Clutter uses the common "Linux kernel" versioning system, where even-numbered minor versions are stable and odd-numbered minor versions are development snapshots.

Different major versions break both API and ABI but are parallel installable. The same major version with differing minor version is expected to be ABI compatible with other minor versions; differing micro versions are meant just for bug fixing. On odd minor versions the newly added API might still change.

The micro version indicates the origin of the release: even micro numbers are only used for released archives; odd micro numbers are only used on the Git repository.

Contributing

If you want to hack on and improve Clutter check the HACKING file for general implementation guidelines, and the HACKING.backends for backend-specific implementation issues.

The CODING_STYLE file contains the rules for writing code conformant to the style guidelines used throughout Clutter. Remember: the coding style is mandatory; patches not conforming to it will be rejected by default.

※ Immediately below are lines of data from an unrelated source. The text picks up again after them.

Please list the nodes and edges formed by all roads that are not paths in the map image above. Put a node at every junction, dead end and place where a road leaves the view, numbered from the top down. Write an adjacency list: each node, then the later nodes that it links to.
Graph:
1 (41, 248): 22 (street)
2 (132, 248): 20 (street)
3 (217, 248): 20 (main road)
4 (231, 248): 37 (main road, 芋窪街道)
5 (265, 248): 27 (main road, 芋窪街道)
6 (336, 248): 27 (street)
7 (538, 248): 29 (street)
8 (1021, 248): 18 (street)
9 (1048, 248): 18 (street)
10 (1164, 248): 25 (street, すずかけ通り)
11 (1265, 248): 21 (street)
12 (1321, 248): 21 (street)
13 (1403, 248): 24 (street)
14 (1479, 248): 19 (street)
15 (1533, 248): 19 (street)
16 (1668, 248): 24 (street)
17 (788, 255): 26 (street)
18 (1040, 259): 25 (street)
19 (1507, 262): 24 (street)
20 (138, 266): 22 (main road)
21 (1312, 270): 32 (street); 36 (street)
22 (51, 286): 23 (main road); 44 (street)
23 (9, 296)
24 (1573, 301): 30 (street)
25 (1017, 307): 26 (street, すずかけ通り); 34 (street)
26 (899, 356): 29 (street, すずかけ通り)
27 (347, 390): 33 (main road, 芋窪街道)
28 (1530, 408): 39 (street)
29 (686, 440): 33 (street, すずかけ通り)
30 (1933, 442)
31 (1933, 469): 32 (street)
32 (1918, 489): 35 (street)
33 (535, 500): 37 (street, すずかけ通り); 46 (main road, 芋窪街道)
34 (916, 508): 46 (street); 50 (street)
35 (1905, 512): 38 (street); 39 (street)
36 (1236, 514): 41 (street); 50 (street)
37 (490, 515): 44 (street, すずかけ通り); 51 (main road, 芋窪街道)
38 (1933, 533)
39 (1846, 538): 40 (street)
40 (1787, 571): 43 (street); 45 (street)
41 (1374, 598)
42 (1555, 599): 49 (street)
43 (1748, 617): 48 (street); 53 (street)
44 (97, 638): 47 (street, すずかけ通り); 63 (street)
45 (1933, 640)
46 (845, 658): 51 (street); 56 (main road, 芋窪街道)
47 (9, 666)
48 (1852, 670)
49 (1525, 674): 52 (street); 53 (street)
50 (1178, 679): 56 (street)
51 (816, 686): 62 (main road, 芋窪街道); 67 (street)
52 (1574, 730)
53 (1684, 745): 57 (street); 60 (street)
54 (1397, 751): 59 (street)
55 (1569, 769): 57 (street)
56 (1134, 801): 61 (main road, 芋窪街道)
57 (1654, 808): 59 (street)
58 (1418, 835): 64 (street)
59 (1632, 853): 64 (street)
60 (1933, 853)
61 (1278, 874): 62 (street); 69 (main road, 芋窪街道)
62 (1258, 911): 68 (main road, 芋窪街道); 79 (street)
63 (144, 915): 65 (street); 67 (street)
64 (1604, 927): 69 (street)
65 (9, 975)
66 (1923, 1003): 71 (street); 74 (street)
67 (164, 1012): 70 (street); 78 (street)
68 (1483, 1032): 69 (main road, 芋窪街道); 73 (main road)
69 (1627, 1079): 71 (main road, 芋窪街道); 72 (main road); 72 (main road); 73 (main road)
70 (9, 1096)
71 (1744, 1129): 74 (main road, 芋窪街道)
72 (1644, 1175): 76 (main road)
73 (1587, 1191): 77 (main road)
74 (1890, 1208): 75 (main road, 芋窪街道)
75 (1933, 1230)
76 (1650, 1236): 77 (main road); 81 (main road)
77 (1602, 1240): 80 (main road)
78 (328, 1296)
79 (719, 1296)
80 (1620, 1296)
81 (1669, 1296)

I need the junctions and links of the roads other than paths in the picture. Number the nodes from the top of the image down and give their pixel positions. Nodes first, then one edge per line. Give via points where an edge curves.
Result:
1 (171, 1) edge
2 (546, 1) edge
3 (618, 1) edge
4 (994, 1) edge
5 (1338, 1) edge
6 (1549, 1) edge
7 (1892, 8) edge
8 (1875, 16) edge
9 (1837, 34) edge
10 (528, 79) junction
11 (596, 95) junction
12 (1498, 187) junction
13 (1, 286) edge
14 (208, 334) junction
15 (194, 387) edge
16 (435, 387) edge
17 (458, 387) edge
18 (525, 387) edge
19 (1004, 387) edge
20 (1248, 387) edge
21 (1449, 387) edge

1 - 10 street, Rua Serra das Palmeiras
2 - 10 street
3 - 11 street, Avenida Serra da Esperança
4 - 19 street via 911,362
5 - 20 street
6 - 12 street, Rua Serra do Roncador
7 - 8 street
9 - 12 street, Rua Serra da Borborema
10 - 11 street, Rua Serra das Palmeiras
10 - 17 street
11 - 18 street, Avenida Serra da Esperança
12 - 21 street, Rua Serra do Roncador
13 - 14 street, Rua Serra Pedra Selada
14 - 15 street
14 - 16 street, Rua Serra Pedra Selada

The usual workflow for contributions should be:

  1. Fork the repository
  2. Create a branch (git checkout -b my_work)
  3. Commit your changes (git commit -am "Added my awesome feature")
  4. Push to the branch (git push origin my_work)
  5. Create an Issue with a link to your branch
  6. Sit back, relax and wait for feedback and eventual merge

Bugs

Bugs should be reported to the Clutter Bugzilla at:

    http://bugzilla.clutter-project.org/enter_bug.cgi?product=clutter
    http://bugzilla.clutter-project.org/enter_bug.cgi?product=cogl

You will need a Bugzilla account.

In the report you should include:

  • what system you're running Clutter on;
  • which version of Clutter you are using;
  • which version of GLib and OpenGL (or OpenGL ES) you are using;
  • which video card and which drivers you are using, including output of glxinfo and xdpyinfo (if applicable);
  • how to reproduce the bug.

If you cannot reproduce the bug with one of the tests that come with Clutter source code, you should include a small test case displaying the bad behaviour.

If the bug exposes a crash, the exact text printed out and a stack trace obtained using gdb are greatly appreciated.